Amor sin escalas

Crítica de Leonardo M. D’Espósito - Crítica Digital

La triste paradoja de la libertad total

Con un guión perfecto y el trabajo impecable de George Clooney, el film narra la historia de un hombre despojado de lazos con sus semejantes que se dedica a despedir empleados de compañías en crisis. Del director de Juno, es una de las favoritas al Oscar.

Sería prematuro, con sólo tres largometrajes, pensar que Jason Reitman –hijo del desparejo pero en ocasiones ocurrente Ivan “Cazafantasmas” Reitman– es un autor.

También hablar de su originalidad: el ritmo de sus películas, la forma de mantener estáticos en ocasiones a los personajes mientras el montaje imprime vértigo y el oído para el diálogo recuerda a otro cineasta contemporáneo, Wes Anderson (Los excéntricos Tenenbaum).

Sin embargo, hay una idea que unifica Gracias por fumar, La joven vida de Juno y Amor sin escalas: investigar por qué alguien extraordinario es, justamente, extraordinario.

Sus protagonistas siempre se hablan a sí mismos pero se escuchan poco. El uso de la voz en off funciona a veces como contrapunto y a veces como refuerzo: aquí nadie nos relata algo que ya sucedió, sino lo que está sucediendo. Las diferentes distancias que establecen entre sí voz e imagen generan la emoción y la reflexión, la risa o el llanto, a veces todo al mismo tiempo.

Amor sin escalas, uno de los films que suenan fuerte para los Oscar, presenta a un hombre que se dedica a una tarea horrible. A Ryan Bingham lo contratan para despedir gente: va a una empresa y le dice uno por uno a cada nuevo desocupado que es su último día. Lo hace con encanto y tacto, con una técnica psicológica perfecta, con enorme dominio de sí mismo.

Parece un detective. No hay una sola emoción que lo afecte: es –como el actor que le da vida, George Clooney– un galán zen. Puede hacer ese trabajo porque vive viajando: de avión en avión, con el secreto sueño de conseguir diez millones de millas como viajero frecuente, siente los aeropuertos (basta del lugar común de citar mal a Marc Augé y llamarlos “no lugares”: son lugares de paso, como cualquiera sólo que más rápido, y Ryan lo sabe perfectamente) y es miserable en su minúsculo –y “no lugar”– departamento. Su hermana menor se está por casar, pero su familia está lejos, en tierra.
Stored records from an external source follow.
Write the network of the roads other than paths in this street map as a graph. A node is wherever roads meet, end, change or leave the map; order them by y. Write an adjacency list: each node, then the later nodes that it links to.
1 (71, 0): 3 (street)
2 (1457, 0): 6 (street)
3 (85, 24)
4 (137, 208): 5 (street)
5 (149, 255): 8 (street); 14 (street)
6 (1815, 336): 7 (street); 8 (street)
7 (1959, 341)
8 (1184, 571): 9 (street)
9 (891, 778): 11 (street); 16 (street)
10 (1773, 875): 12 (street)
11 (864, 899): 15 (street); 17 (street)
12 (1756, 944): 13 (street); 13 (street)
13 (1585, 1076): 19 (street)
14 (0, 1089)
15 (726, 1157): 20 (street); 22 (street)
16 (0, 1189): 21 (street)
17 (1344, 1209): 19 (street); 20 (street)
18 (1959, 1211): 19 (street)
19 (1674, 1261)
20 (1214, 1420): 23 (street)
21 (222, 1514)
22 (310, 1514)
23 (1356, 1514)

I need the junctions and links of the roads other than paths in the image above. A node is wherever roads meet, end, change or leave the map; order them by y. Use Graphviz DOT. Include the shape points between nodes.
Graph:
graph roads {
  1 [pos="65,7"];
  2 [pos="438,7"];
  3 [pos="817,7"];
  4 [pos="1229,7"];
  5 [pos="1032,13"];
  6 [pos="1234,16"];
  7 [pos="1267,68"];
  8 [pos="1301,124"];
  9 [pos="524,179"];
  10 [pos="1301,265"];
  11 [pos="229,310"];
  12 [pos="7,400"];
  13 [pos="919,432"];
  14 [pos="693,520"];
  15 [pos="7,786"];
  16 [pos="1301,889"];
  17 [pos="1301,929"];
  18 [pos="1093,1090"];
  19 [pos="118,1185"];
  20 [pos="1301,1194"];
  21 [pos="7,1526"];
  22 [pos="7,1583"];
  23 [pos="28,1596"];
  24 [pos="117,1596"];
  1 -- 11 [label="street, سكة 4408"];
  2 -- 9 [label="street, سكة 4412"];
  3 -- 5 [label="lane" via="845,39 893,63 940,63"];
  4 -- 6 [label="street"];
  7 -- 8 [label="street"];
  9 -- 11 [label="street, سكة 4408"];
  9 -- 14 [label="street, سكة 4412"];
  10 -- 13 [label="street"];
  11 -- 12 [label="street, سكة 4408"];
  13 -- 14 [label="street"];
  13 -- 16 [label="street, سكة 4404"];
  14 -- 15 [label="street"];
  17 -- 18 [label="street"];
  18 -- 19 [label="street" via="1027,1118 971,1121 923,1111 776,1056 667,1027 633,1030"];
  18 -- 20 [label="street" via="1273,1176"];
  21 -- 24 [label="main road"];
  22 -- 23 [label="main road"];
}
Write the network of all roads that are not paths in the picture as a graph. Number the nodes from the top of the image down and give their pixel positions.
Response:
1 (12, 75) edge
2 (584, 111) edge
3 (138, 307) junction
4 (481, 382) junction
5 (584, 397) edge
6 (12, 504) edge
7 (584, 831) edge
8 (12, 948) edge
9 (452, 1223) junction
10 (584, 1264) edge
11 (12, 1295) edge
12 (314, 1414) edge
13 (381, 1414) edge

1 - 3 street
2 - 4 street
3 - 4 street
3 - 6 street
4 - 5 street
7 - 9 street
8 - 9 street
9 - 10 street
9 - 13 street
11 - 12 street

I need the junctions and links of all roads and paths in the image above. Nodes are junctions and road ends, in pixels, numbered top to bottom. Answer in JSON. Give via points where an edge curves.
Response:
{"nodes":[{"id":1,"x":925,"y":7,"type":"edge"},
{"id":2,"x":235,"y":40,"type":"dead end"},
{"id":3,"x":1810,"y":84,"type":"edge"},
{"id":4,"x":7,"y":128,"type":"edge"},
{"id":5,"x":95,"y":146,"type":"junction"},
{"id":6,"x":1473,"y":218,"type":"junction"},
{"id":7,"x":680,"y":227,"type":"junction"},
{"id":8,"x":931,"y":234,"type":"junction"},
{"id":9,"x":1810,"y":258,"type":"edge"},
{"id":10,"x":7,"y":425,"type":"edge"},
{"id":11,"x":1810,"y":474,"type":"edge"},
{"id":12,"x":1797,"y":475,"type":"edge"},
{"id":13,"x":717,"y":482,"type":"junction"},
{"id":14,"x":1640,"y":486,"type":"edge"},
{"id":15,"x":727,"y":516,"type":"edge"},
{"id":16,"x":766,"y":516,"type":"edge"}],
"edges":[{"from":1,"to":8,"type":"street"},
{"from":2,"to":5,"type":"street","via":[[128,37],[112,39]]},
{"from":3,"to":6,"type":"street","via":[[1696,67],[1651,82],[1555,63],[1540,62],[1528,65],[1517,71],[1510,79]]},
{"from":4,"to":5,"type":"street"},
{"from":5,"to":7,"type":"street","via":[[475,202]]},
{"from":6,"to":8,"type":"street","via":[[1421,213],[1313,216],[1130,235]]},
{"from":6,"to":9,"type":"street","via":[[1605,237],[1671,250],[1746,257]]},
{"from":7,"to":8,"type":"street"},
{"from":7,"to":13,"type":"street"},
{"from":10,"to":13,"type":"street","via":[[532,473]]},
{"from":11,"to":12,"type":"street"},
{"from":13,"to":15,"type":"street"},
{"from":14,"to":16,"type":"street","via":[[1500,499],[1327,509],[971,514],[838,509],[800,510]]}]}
En un aeropuerto se cruza con otra viajera crónica (Vera Farmiga), que se vuelve amante ocasional y amor posible.

La empresa de “despedidores” para la que trabaja el protagonista está a punto de adoptar un sistema de despidos vía computadora diseñado por una joven y ambiciosa psicóloga (Anna Kendrick). Ryan no quiere dejar de viajar, le adosan a la muchacha “para que aprenda” y eso, más los encuentros esporádicos con su amante y la boda de la hermana, tejen la trama del film.

Sí, habla del capitalismo salvaje. Pero el tema no es ése sino la relación entre el libre albedrío y la soledad. Ser completamente libre como Ryan y enseñar que hay que dejar de lado todo lazo con las cosas o las personas conspira contra la naturaleza humana. Paradójicamente, esos lazos que construyen la vida de cada uno coartan la libertad absoluta.

Ante tal contradicción, el film se limita a presentar no una solución ni una enseñanza, sino cómo cada personaje la resuelve a su manera y cómo esas elecciones alteran la vida de los otros.

El resultado es, también, paradójico: Amor... es la comedia más triste del mundo; el film romántico más cínico; el divertimento más amargo. La primera tentación es pensar que se trata sólo de un gran guión –lo es– bien ilustrado.

Pero no: George Clooney tiene pocos gestos, sólo un tono de voz, apenas algún mínimo rasgo en el rostro. Con muy poco, como los grandes actores de cine, logran que creamos en la existencia de su personaje y sintamos, en última instancia, el peso carcelario de su libertad elegida.

En la manera de retratarlo brilla el cine: Reitman logra crear en Ryan una criatura fantástica, el hombre que es todo el mundo para sí mismo. Aunque el mundo lo despida y lo deje –literalmente– en el aire.